Dalton

Saint Kitts Nevis

This is
Dalton Noland (1967)

Country of origin
Saint Kitts-Nevis

In the Netherlands since
1967

Lives in Amsterdam

11 years

Lives in
Centre

Profession
Entrepreneur

Favorite spot
‘I really like the city and eat outside of the door. In restaurants I already know or new ones. For example Winkel on the Noordermarkt has a delicious applecake, the very best. I always went their with my nephew, he was to little to eat the whole cake, so I always said 'You start at the peak'. So he remains the backside of the cake for me, I think the most delicious part.'

Still would like to
Give a big party in the Westerkerk.

“I was born in a British army hospital in Germany. My father is from Saint Kitts and my mother from the Netherlands. My father was in the army, stationed in Germany. My mother worked at the army base in the weekend, and that’s how they met. I grew up in Zuid-Limburg. I came to Amsterdam in 2005. The city was like a magnet for me. I feel so at home here that if I’m abroad and people ask where I’m from I don’t say Holland but Amsterdam. My first memories of Amsterdam are of a middle school trip to the Netherlandish Bank. They only had empty display cases there. “We do that when schools come to visit” they told us. We boys and girls from Limburg were quite insulted. We had been indirectly accused of being thieves. We would never do something like that! We’re from Limburg and you just don’t do that.

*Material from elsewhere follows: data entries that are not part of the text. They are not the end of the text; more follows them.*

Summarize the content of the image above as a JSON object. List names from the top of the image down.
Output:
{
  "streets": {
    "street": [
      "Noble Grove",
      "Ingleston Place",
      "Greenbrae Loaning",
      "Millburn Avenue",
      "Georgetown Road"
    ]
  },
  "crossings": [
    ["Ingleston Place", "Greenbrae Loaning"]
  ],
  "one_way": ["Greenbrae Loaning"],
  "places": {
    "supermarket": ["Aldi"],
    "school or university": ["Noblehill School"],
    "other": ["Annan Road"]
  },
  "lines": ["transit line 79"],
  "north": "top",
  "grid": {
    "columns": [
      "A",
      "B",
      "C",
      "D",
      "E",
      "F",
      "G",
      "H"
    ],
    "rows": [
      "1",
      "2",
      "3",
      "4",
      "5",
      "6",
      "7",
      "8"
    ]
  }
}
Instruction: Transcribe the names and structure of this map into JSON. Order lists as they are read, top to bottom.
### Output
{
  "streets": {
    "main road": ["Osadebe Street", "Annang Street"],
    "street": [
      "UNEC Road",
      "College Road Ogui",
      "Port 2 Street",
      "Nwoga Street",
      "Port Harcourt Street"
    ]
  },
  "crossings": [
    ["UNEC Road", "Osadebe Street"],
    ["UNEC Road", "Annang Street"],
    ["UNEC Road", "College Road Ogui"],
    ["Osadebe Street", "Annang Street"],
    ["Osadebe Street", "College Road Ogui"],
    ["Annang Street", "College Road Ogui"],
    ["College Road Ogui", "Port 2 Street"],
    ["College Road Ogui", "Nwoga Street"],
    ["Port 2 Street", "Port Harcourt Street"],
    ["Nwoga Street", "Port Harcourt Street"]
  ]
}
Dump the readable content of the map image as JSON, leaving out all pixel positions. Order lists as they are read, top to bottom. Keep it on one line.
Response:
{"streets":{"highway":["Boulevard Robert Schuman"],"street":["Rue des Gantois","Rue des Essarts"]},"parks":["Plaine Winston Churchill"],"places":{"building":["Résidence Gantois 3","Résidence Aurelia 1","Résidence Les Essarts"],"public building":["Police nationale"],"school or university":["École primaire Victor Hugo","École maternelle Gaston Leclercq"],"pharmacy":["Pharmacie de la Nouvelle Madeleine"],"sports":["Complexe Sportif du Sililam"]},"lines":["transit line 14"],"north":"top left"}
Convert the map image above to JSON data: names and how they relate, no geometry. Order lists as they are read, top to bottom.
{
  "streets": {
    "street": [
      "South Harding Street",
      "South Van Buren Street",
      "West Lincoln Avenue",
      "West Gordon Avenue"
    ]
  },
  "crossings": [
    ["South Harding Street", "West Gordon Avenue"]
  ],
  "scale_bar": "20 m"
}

For me, Saint Kitts represents my father. Of course I get a great feeling when I arrive there, and love the fact that Kim Collins is world champion of the 100 metre sprint. It’s a part of my roots. Just like Limburg. I will never turn my back on them. Because it’s a former British colony, we were brought up according to British culture. We had baked beans in tomato sauce with bacon for breakfast and turkey every Christmas with Yorkshire pudding and Johnny cakes which are a bit like scones, but more for the evening meal. When we were young my father taught us maths. But he got his lessons from university text books while I was still in primary school. Much too hard, but I had to try. If friends came to ask if I could play, I wasn’t allowed. I had to stay inside until the lesson was finished. It was so important to my father that we studied well. For him, colour is an issue. It definitely was when he arrived in the Netherlands. He made me study; that was his way of showing me that he loved me.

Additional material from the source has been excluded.